PROBLEM DESCRIPTION
Search the listing below for the string "باربار", then copy every line it appears in.

SOURCE MATERIAL
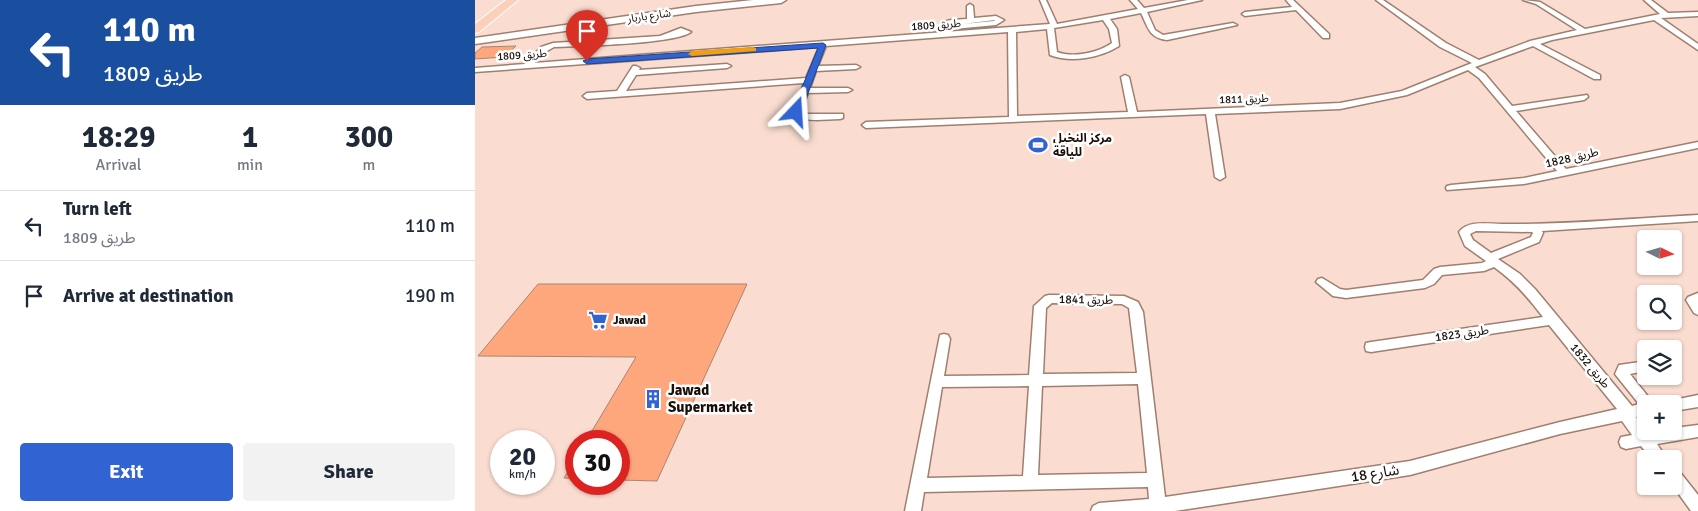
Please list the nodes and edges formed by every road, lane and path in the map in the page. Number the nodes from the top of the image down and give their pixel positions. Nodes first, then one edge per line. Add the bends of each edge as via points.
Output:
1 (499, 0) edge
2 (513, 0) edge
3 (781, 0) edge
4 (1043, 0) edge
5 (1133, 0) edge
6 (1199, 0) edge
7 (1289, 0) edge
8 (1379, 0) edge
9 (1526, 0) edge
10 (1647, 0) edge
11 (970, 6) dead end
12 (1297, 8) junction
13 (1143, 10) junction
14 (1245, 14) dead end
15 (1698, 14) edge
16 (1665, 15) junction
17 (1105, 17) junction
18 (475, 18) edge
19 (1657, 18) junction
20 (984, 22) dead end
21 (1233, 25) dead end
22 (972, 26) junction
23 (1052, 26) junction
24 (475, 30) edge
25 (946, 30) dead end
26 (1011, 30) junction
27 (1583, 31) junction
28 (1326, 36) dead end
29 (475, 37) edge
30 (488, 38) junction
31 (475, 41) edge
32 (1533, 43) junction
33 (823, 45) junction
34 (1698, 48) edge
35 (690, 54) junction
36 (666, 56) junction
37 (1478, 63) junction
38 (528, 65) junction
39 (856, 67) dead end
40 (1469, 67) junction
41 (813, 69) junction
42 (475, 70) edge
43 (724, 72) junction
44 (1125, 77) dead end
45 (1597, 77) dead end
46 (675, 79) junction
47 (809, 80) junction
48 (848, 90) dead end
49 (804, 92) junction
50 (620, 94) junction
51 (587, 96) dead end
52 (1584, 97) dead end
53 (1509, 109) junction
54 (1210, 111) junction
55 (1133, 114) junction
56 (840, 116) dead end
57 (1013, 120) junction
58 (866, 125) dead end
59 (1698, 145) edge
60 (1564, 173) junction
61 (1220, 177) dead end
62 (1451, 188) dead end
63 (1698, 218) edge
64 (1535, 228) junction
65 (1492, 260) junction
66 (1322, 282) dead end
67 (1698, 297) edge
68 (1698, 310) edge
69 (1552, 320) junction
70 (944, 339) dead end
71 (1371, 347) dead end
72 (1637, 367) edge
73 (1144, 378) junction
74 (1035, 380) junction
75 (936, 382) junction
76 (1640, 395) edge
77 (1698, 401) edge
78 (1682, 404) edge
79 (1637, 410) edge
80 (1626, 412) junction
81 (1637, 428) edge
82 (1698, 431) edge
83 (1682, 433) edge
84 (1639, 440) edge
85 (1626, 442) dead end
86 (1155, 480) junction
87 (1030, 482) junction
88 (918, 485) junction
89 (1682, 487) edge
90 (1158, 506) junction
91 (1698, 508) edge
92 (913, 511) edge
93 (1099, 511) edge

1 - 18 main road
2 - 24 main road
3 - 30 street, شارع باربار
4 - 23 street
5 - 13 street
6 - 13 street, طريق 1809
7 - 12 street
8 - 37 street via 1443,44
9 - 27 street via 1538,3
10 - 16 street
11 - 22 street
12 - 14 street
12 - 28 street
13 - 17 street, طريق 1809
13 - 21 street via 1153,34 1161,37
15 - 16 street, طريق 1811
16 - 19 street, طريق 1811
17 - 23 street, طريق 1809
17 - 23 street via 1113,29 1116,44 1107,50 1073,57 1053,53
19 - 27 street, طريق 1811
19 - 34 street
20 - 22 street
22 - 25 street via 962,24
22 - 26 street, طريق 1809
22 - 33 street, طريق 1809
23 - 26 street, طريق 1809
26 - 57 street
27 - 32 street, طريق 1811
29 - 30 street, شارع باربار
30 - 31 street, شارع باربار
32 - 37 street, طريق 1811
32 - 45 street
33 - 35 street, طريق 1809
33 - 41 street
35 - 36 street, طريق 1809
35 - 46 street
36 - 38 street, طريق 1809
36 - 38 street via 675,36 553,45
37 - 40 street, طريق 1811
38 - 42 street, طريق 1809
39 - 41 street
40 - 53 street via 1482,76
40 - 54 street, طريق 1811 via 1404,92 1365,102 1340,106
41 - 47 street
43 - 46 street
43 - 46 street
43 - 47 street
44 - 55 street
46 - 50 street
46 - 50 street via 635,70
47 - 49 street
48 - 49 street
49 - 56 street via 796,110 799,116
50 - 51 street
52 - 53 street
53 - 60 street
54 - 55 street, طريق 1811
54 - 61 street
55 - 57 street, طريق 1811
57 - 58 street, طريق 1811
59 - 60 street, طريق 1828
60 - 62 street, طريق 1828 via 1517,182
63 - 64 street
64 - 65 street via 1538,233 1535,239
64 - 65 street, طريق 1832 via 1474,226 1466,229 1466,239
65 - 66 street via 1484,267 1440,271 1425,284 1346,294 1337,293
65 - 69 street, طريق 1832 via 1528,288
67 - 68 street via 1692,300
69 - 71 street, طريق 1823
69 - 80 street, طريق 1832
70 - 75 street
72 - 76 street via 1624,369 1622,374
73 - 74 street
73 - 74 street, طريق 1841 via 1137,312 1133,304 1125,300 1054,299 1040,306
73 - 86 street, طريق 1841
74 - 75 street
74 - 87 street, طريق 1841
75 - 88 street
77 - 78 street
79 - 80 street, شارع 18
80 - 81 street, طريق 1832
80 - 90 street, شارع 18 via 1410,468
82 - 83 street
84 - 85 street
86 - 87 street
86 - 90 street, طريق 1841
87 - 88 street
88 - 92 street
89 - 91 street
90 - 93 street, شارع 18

YOUR SOLUTION
3 - 30 street, شارع باربار
29 - 30 street, شارع باربار
30 - 31 street, شارع باربار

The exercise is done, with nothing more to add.